That would ensure that their loans come linked to strict economic conditions and could also give them more influence within the fund.
Barroso said several countries had indicated they would provide bilateral loans to the IMF which would give the fund more resources without collecting money from reluctant members like the United States
Finance ministers will now have to work out the details of how to boost the IMF resources, and Sarkozy said that the G20 would next deal with the topic in February.
The increase of IMF resources, mostly from large emerging countries such as China, could be in the range of $300-350bn, G20 officials said.
Sarkozy said G20 finance ministers were instructed to take forward several options for scaling up the IMF’s resources.
EU officials said one option involved pooling the eurozone countries’ rights to borrow from the IMF to build a fighting fund to support vulnerable economies such as Italy and Spain. This could make available another $280-300bn, a G20 official said.
German Chancellor Merkel said the promised increase in the resources of the IMF was positive, adding that she was optimistic that they would be used to help out the eurozone, once the currency union had worked out the details of the EFSF increase.
“We will now accelerate our work on the guidelines of the EFSF and then all IMF member states are called on to contribute to the EFSF,” Merkel said.
‘Global systemic crisis’
The plan to ramp up the IMF should help manage fears rippling through markets over Europe’s crisis.
“The crisis in Europe is causing a global systemic crisis including Asia. Rather than creating a new global framework, everyone is expecting the IMF to become more pro-active,” said Jun Azumi, the Japanese finance minister.
“The focus of debate is how to set up a firewall but we consider that the IMF should become one big wall.”
As the delegates gathered in Cannes, the eurozone was facing internal divisions with Greece’s future in the eurozone in doubt and Italy struggling with mounting debt problems.

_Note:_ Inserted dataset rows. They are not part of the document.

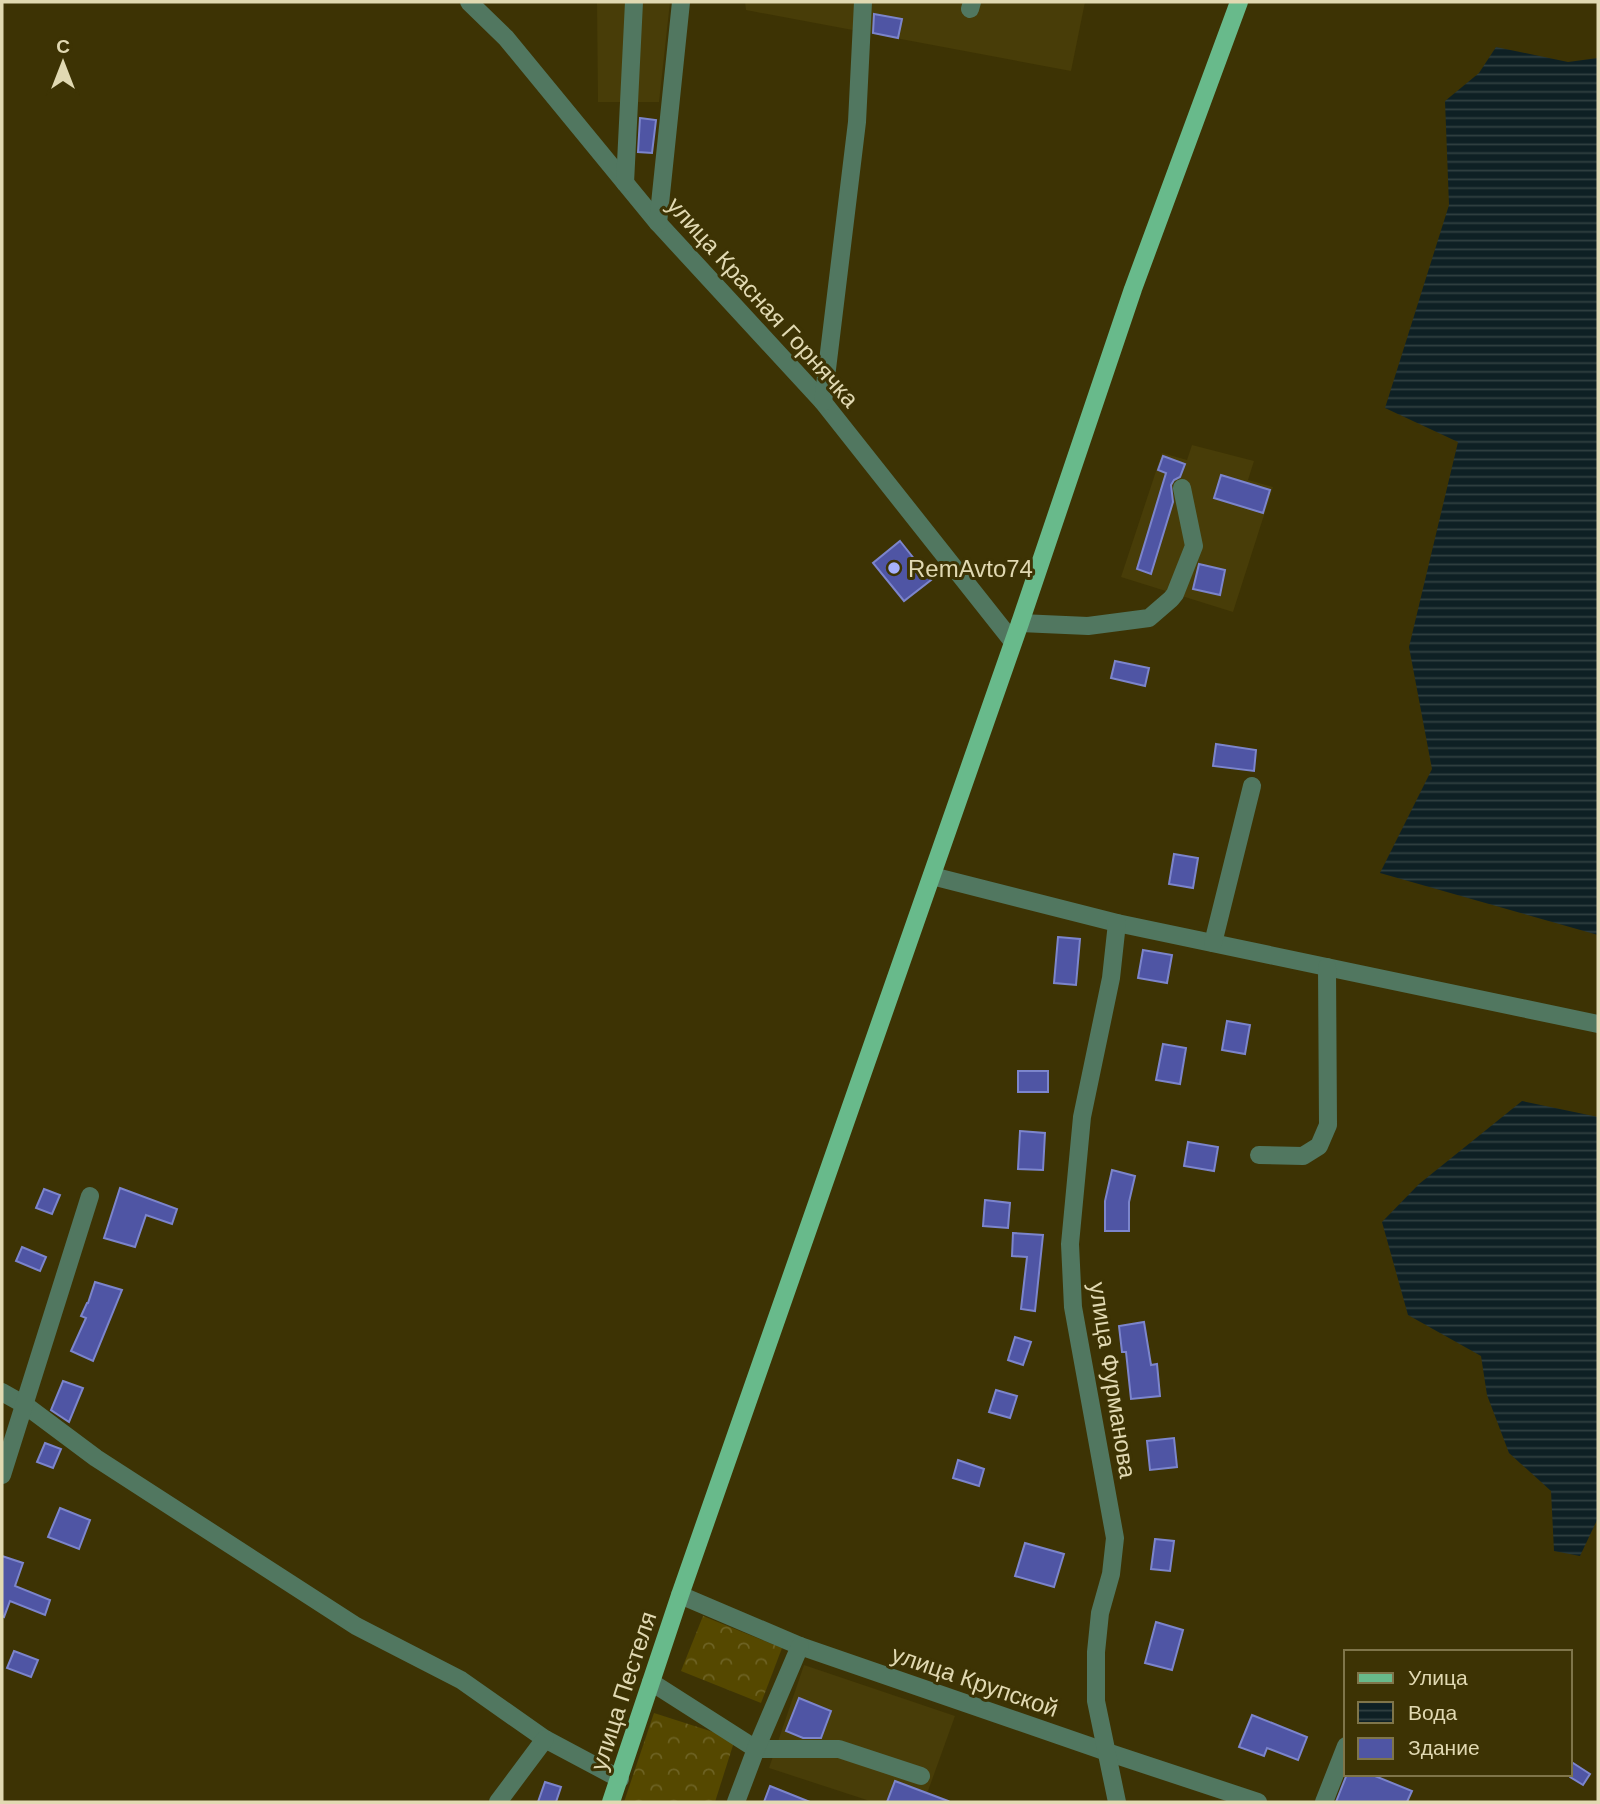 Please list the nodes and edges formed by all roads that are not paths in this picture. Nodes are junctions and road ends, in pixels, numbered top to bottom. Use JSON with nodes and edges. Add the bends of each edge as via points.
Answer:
{"nodes":[{"id":1,"x":469,"y":2,"type":"edge"},
{"id":2,"x":634,"y":2,"type":"edge"},
{"id":3,"x":681,"y":2,"type":"edge"},
{"id":4,"x":863,"y":2,"type":"edge"},
{"id":5,"x":1239,"y":2,"type":"edge"},
{"id":6,"x":625,"y":183,"type":"junction"},
{"id":7,"x":658,"y":223,"type":"junction"},
{"id":8,"x":822,"y":402,"type":"junction"},
{"id":9,"x":1182,"y":488,"type":"dead end"},
{"id":10,"x":1020,"y":623,"type":"junction"},
{"id":11,"x":1013,"y":642,"type":"junction"},
{"id":12,"x":1252,"y":786,"type":"dead end"},
{"id":13,"x":932,"y":876,"type":"junction"},
{"id":14,"x":1117,"y":923,"type":"junction"},
{"id":15,"x":1213,"y":943,"type":"junction"},
{"id":16,"x":1327,"y":967,"type":"junction"},
{"id":17,"x":1598,"y":1024,"type":"edge"},
{"id":18,"x":1259,"y":1155,"type":"dead end"},
{"id":19,"x":90,"y":1196,"type":"dead end"},
{"id":20,"x":2,"y":1392,"type":"edge"},
{"id":21,"x":25,"y":1405,"type":"junction"},
{"id":22,"x":2,"y":1475,"type":"edge"},
{"id":23,"x":680,"y":1595,"type":"junction"},
{"id":24,"x":800,"y":1646,"type":"junction"},
{"id":25,"x":651,"y":1682,"type":"junction"},
{"id":26,"x":545,"y":1739,"type":"junction"},
{"id":27,"x":756,"y":1749,"type":"junction"},
{"id":28,"x":1344,"y":1751,"type":"edge"},
{"id":29,"x":1107,"y":1752,"type":"junction"},
{"id":30,"x":921,"y":1776,"type":"dead end"},
{"id":31,"x":620,"y":1779,"type":"junction"},
{"id":32,"x":498,"y":1802,"type":"edge"},
{"id":33,"x":611,"y":1802,"type":"edge"},
{"id":34,"x":736,"y":1802,"type":"edge"},
{"id":35,"x":1117,"y":1802,"type":"edge"},
{"id":36,"x":1258,"y":1802,"type":"edge"},
{"id":37,"x":1324,"y":1802,"type":"edge"}],
"edges":[{"from":1,"to":6,"type":"street","name":"улица Красная Горнячка","via":[[506,38]]},
{"from":2,"to":6,"type":"street"},
{"from":3,"to":7,"type":"street"},
{"from":4,"to":8,"type":"street","via":[[857,122]]},
{"from":5,"to":10,"type":"main road","name":"улица Пестеля","via":[[1133,289]]},
{"from":6,"to":7,"type":"street","name":"улица Красная Горнячка"},
{"from":7,"to":8,"type":"street","name":"улица Красная Горнячка"},
{"from":8,"to":11,"type":"street","name":"улица Красная Горнячка"},
{"from":9,"to":10,"type":"street","via":[[1194,546],[1171,600],[1149,618],[1088,626]]},
{"from":10,"to":11,"type":"main road","name":"улица Пестеля"},
{"from":11,"to":13,"type":"main road","name":"улица Пестеля"},
{"from":12,"to":15,"type":"street"},
{"from":13,"to":14,"type":"street"},
{"from":13,"to":23,"type":"main road","name":"улица Пестеля"},
{"from":14,"to":15,"type":"street"},
{"from":14,"to":29,"type":"street","name":"улица Фурманова","via":[[1111,978],[1082,1117],[1070,1244],[1073,1307],[1115,1538],[1096,1652],[1096,1701]]},
{"from":15,"to":16,"type":"street"},
{"from":16,"to":17,"type":"street"},
{"from":16,"to":18,"type":"street","via":[[1328,1125],[1319,1146],[1303,1156]]},
{"from":19,"to":21,"type":"street"},
{"from":20,"to":21,"type":"street"},
{"from":21,"to":22,"type":"street"},
{"from":21,"to":26,"type":"street","via":[[96,1458],[356,1626],[461,1679]]},
{"from":23,"to":24,"type":"street","name":"улица Крупской"},
{"from":23,"to":25,"type":"main road","name":"улица Пестеля"},
{"from":24,"to":27,"type":"street"},
{"from":24,"to":29,"type":"street","name":"улица Крупской"},
{"from":25,"to":27,"type":"street"},
{"from":25,"to":31,"type":"main road","name":"улица Пестеля"},
{"from":26,"to":31,"type":"street"},
{"from":26,"to":32,"type":"street"},
{"from":27,"to":30,"type":"street","via":[[839,1749]]},
{"from":27,"to":34,"type":"street"},
{"from":28,"to":37,"type":"street"},
{"from":29,"to":35,"type":"street","name":"улица Фурманова"},
{"from":29,"to":36,"type":"street","name":"улица Крупской"},
{"from":31,"to":33,"type":"main road","name":"улица Пестеля"}]} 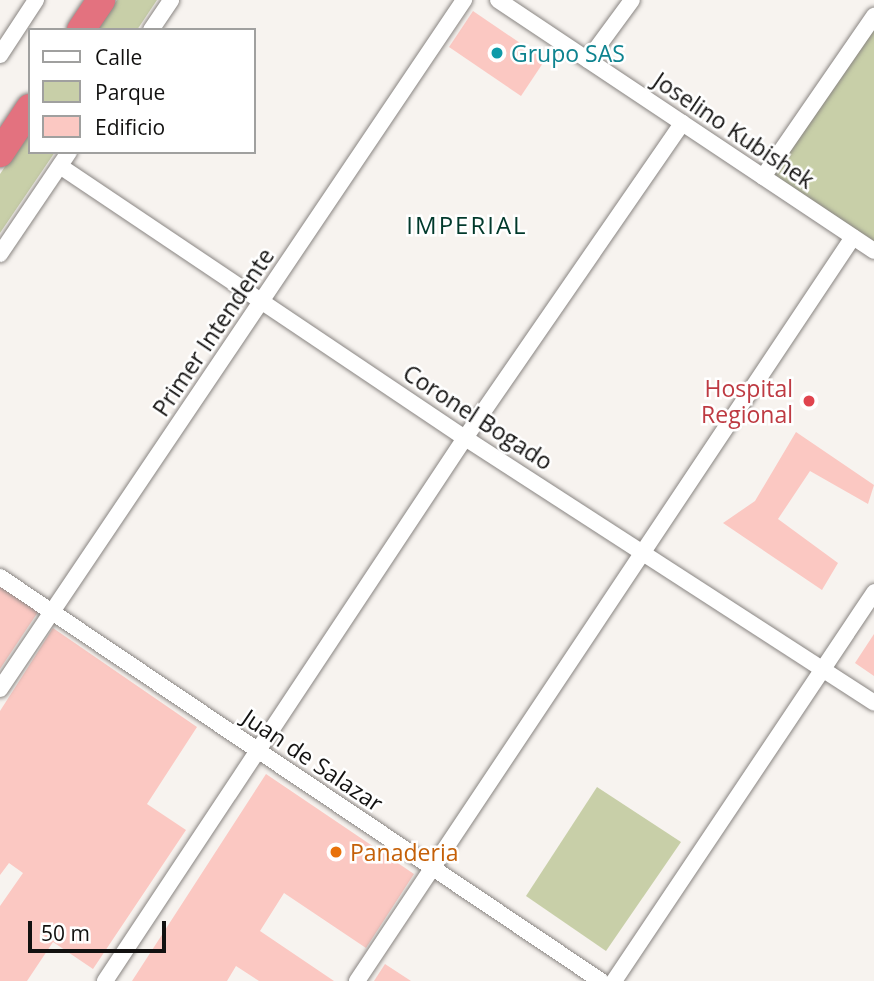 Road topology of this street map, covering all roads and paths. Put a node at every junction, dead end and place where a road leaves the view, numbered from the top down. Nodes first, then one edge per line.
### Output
1 (36, 0) edge
2 (101, 0) edge
3 (171, 0) edge
4 (464, 0) edge
5 (498, 0) edge
6 (632, 0) edge
7 (874, 16) edge
8 (82, 28) edge
9 (152, 28) edge
10 (0, 55) edge
11 (588, 60) junction
12 (28, 111) edge
13 (682, 123) junction
14 (0, 153) edge
15 (64, 159) edge
16 (763, 177) junction
17 (853, 237) junction
18 (874, 251) edge
19 (0, 254) edge
20 (262, 299) junction
21 (465, 438) junction
22 (644, 551) junction
23 (0, 577) edge
24 (874, 592) edge
25 (52, 612) junction
26 (822, 669) junction
27 (0, 689) edge
28 (874, 703) edge
29 (258, 751) junction
30 (433, 868) junction
31 (105, 981) edge
32 (357, 981) edge
33 (601, 981) edge
34 (614, 981) edge

1 - 10 street
2 - 8 highway
3 - 9 street
4 - 20 street, Primer Intendente
5 - 11 street, Joselino Kubishek
6 - 11 street
7 - 16 street
11 - 13 street, Joselino Kubishek
12 - 14 highway
13 - 16 street, Joselino Kubishek
13 - 21 street
15 - 19 street
15 - 20 street, Coronel Bogado
16 - 17 street, Joselino Kubishek
17 - 18 street, Joselino Kubishek
17 - 22 street
20 - 21 street, Coronel Bogado
20 - 25 street, Primer Intendente
21 - 22 street, Coronel Bogado
21 - 29 street
22 - 26 street, Coronel Bogado
22 - 30 street
23 - 25 street, Juan de Salazar
24 - 26 street
25 - 27 street, Primer Intendente
25 - 29 street, Juan de Salazar
26 - 28 street, Coronel Bogado
26 - 34 street
29 - 30 street, Juan de Salazar
29 - 31 street
30 - 32 street
30 - 33 street, Juan de Salazar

Silvio Berlusconi, the Italian prime minister, told a press conference on Friday that Italy had turned down an offer of financial aid from the IMF, although the country has accepted that reforms to its economy should be monitored by the IMF and the EU.
Meanwhile George Papandreou, Greece’s prime minister, is facing a crucial vote of confidence on Friday night which could bring down the government, adding political turmoil to the country’s economic troubles.